▶ WHAT TO DO
Among the records below, one line contains "index tip: (979, 892)"; copy that line and all that follow it, exactly as written.
*** Opening DATA SUPPLIED ***
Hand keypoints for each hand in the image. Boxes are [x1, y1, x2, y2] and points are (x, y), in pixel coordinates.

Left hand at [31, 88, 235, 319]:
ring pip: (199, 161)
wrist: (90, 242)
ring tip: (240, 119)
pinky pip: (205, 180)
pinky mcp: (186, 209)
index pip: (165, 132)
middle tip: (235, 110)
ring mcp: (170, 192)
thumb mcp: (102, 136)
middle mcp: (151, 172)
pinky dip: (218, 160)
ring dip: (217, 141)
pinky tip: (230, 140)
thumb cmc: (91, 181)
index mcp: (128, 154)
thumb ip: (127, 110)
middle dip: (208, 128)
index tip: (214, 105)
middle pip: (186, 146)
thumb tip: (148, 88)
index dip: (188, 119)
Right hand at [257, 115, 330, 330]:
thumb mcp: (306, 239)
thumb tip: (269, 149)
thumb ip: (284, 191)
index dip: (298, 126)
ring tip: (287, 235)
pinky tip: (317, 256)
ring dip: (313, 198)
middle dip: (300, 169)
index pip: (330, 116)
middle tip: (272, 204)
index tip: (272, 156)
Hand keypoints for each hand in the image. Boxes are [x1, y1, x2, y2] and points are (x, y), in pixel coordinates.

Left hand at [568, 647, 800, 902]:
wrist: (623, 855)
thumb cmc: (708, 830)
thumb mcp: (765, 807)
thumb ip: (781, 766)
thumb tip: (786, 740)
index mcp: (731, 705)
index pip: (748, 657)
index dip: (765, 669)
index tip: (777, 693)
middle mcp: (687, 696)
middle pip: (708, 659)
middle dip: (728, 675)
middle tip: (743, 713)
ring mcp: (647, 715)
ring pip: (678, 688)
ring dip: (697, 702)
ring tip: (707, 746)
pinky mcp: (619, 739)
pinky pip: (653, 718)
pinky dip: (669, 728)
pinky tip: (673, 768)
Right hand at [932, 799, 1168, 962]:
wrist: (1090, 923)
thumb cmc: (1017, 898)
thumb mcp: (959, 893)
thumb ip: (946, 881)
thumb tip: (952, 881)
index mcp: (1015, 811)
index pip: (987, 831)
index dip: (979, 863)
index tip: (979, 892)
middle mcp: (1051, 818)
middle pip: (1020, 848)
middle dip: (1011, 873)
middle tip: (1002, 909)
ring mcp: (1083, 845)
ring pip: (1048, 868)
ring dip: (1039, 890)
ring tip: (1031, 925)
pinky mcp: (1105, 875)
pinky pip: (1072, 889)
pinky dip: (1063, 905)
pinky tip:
*** Closing DATA SUPPLIED ***
▶ EXPECTED OUTPUT
index tip: (979, 892)
middle mcp: (1051, 818)
middle pip: (1020, 848)
middle dip: (1011, 873)
middle tip: (1002, 909)
ring mcp: (1083, 845)
ring pip: (1048, 868)
ring dip: (1039, 890)
ring tip: (1031, 925)
pinky mcp: (1105, 875)
pinky pip: (1072, 889)
pinky dip: (1063, 905)
pinky tip:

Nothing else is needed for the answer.